§ **WHAT THE TASK REQUIRES**
Where a line contains the word "Gómez", copy that line from the records below.

========

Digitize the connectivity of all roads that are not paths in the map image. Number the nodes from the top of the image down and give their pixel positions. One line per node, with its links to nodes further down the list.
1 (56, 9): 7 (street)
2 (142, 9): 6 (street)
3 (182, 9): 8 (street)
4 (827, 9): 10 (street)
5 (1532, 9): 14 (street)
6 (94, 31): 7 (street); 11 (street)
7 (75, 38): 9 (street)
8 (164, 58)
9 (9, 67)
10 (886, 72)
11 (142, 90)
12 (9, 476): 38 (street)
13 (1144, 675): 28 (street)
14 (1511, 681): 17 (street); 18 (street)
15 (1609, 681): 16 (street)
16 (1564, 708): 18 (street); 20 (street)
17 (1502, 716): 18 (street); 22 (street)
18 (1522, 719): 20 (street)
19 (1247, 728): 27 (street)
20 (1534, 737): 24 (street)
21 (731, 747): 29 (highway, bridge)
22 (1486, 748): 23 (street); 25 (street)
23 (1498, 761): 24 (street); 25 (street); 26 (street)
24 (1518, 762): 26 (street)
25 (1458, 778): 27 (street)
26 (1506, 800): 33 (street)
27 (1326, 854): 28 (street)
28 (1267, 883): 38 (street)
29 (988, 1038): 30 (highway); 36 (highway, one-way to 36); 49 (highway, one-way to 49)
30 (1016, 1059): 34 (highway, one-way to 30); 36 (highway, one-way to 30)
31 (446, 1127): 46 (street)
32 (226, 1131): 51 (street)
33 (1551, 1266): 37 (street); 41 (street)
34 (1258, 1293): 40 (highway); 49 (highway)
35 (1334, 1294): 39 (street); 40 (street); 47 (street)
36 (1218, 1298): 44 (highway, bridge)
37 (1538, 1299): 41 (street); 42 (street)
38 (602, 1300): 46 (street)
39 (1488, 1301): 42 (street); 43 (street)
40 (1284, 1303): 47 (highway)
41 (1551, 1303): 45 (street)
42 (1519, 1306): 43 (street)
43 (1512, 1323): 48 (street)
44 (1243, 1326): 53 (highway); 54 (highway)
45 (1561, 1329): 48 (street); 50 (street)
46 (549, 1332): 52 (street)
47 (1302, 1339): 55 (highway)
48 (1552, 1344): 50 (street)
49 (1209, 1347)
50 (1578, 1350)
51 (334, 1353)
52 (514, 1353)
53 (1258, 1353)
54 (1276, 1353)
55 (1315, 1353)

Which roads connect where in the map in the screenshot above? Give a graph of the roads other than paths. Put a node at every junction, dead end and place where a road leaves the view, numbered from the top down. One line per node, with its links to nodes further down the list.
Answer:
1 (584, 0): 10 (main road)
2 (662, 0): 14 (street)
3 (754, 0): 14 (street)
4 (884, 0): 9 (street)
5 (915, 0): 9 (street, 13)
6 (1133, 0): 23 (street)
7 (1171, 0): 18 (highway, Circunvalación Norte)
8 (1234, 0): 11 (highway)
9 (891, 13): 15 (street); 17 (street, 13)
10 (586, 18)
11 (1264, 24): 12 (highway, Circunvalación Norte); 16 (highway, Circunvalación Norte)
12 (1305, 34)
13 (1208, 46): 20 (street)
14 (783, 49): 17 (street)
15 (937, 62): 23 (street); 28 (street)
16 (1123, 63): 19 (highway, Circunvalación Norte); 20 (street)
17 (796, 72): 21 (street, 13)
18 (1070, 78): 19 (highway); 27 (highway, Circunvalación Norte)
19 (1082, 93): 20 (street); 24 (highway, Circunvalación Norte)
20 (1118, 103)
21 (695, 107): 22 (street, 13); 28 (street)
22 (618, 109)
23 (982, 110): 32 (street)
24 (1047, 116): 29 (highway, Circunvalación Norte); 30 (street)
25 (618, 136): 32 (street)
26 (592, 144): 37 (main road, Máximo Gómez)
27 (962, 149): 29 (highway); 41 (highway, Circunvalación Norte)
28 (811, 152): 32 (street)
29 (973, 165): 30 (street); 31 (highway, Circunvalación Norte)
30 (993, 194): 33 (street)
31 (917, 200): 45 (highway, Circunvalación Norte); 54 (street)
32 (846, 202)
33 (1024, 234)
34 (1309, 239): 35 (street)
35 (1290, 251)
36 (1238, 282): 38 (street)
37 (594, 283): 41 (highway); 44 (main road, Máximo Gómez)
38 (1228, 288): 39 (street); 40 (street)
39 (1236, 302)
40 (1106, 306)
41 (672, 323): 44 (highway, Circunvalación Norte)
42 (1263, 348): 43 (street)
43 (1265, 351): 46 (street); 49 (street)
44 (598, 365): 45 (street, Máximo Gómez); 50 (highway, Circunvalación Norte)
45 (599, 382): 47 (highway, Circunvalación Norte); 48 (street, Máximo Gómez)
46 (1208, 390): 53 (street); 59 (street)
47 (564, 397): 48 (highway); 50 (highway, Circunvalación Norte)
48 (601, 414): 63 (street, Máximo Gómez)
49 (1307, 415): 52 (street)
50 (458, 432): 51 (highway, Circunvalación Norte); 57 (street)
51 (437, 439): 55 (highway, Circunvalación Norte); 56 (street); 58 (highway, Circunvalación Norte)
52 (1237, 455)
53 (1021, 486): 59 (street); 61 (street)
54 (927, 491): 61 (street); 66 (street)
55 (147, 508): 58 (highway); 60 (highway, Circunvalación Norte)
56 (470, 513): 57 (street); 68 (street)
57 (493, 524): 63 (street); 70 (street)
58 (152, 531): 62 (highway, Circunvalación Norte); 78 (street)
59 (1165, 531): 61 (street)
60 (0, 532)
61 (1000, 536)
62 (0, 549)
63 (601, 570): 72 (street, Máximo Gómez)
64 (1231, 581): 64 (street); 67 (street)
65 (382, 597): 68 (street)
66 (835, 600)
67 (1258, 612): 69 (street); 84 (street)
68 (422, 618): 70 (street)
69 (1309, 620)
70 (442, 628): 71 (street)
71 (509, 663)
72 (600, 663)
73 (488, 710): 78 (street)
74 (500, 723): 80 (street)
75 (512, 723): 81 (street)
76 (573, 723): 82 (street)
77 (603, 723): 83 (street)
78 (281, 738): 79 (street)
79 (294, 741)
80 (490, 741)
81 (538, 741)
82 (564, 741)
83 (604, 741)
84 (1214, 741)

========

§ **ANSWER BOX**
26 (592, 144): 37 (main road, Máximo Gómez)
37 (594, 283): 41 (highway); 44 (main road, Máximo Gómez)
44 (598, 365): 45 (street, Máximo Gómez); 50 (highway, Circunvalación Norte)
45 (599, 382): 47 (highway, Circunvalación Norte); 48 (street, Máximo Gómez)
48 (601, 414): 63 (street, Máximo Gómez)
63 (601, 570): 72 (street, Máximo Gómez)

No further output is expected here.